1QFY18 Core Net Profit Within Expectations

Aeon’s 1QFY18 revenue improved by 3.5% yoy, on the back of revenue growth of 3.4% in the retail division and 4.1% growth in the property management division. This was mainly due to contributions from the opening of Aeon Mall Bandar Dato’ Onn in Sept 2017 as well as contributions from shopping malls that were renovated and expanded in the 2017. EBIT margin also saw slight expansion on a yoy basis, leading to a 2.9% yoy increase in net profit to RM29m. This was broadly within our (22%) and consensus (24%) estimates.

Weaker Qoq Performance, Mainly Due to Seasonality

On a qoq basis, revenue increased by 4.4% due to festive season sales in 1Q18. However, core net profit was lower by 46% due to year end rebates during the end of 2017. Operating costs also crept up by 11% qoq, leading to lower margins.
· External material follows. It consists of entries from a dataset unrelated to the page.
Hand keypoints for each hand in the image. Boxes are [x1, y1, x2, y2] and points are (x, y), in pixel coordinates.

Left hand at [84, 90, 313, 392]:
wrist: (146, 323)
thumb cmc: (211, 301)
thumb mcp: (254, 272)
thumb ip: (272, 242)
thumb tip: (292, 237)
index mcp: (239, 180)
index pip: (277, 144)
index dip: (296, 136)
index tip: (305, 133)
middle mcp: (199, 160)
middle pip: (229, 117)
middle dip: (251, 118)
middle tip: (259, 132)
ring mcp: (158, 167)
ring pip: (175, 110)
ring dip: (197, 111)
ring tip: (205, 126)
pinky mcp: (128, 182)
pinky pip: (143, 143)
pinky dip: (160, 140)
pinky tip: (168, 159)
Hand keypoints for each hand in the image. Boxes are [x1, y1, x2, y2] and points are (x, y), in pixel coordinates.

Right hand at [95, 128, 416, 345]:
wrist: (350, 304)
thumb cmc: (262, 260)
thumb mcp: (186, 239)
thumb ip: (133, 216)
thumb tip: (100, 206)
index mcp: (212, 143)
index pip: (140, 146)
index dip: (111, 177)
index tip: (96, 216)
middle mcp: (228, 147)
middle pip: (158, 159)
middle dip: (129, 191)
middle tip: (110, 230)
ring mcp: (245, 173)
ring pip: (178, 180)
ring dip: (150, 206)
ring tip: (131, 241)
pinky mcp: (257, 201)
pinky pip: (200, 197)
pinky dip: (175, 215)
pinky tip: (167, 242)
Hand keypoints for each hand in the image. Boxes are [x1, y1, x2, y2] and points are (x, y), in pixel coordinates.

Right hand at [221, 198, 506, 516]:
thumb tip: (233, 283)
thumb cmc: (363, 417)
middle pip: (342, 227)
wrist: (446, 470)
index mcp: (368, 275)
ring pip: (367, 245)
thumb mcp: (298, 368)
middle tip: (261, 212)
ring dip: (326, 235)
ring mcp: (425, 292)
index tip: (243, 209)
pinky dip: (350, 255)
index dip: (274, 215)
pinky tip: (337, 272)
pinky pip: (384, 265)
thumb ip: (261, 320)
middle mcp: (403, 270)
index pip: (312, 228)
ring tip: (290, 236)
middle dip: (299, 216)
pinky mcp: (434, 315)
Note that fourth quarter EBIT margins are usually higher compared to the rest of the year: 8.0-10.6% for 2013-2017 vs 4.7-8.3% for 1Q during the same period, due to better product mix during the end of the year, we believe. (This note marks a transfer of coverage)

Maintain BUY With Higher TP of RM2.65

We maintain our 2018E forecasts but increase our 2019-2020 forecasts by 12-15% as we believe that rising consumer sentiment stemming from measures introduced by the current government will spur private consumption and benefit Aeon’s retailing revenue and improve rental income in the property management division. New mall openings in the upcoming years should provide steady income to Aeon. Maintain BUY with a higher TP of RM2.65 as we roll forward our valuations based on 26x 2019E EPS (5-year mean PE). Key risks: i) lower-than-expected domestic consumer spending; and ii) higher-than-expected operating expenses.